The Botanical Garden is composed of a number of smaller themed gardens. Each contains different landscapes to display a variety of plants. Near the entrance are formal gardens, such as the Japanese garden and the rose garden. Two woodland areas, the 5 acre Upper Woodland and the 10 acre Storza Woods feature large trees and shade-loving flowers and undergrowth. The Children's Garden features whimsical sculptures, fountains, and interpretive exhibits on botany, ecology, and nutrition.

The 16000 sqft Dorothy Chapman Fuqua Conservatory contains indoor exhibits of plants from tropical rainforests and deserts.
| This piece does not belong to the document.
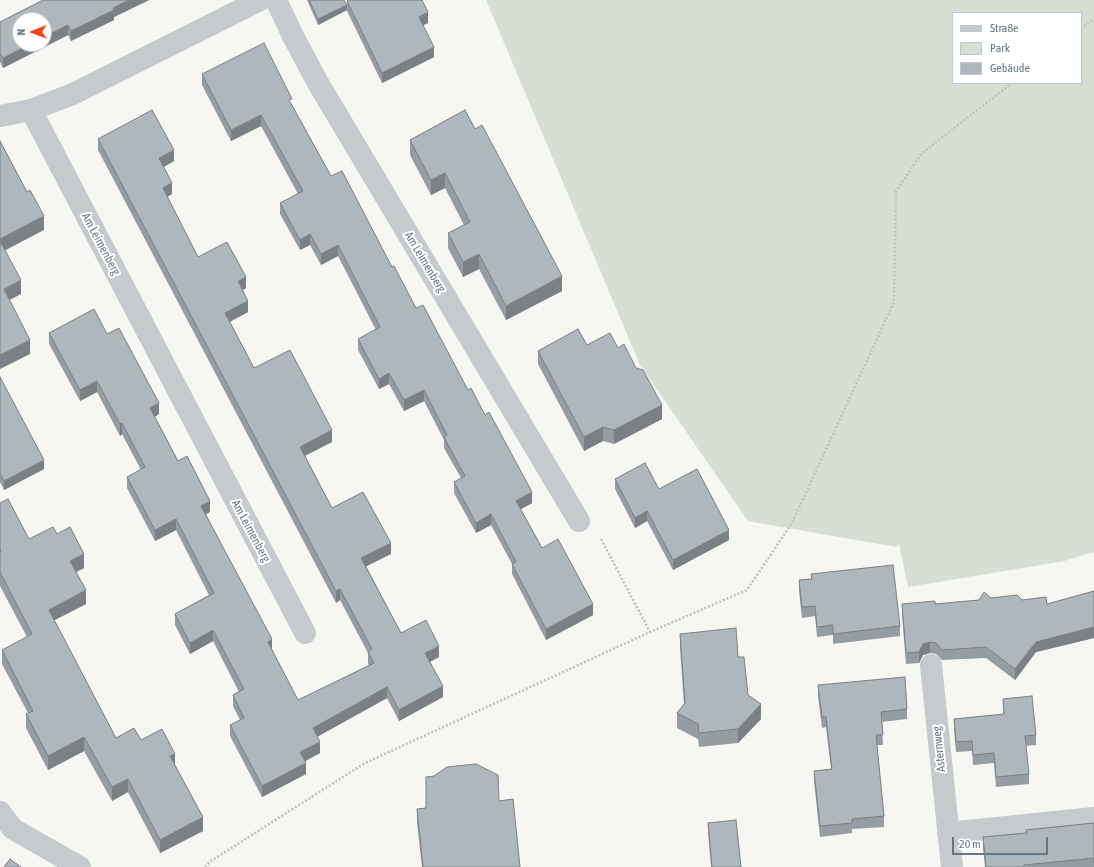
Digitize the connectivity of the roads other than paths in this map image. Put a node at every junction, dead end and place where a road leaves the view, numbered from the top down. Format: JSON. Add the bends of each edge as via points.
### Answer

The rain forest room of the Fuqua Conservatory is also populated by tropical birds, turtles, and several exhibits of poison dart frogs, the last of which is a collaboration in conservation efforts with Zoo Atlanta. Adjoining this building, the Fuqua Orchid Center contains separate rooms simulating the tropics and high elevations in order to house rare orchids from around the world.

The Fuqua Orchid Center is home to the largest collection of species orchids on permanent display in the U.S. and hosts a wintertime display known as Orchid Daze. Its unique Tropical High Elevation House provides the correct habitat for montane orchids and companion plants from around the equator at elevations of 6,000 to 10,000 feet. An Air Washer System, technology adapted from the textile industry, was combined with traditional greenhouse heating and cooling to create this environment and allows rare orchids to thrive. The Tropical Display House is filled with fragrant orchids from around the world.

The Earth Goddess is a 25-foot sculpture that is a centerpiece of the Cascades Garden. It was the highlight of the "Imaginary Worlds" exhibition that was showcased in 2013–2014. It has since become a permanent part of the Cascades Garden.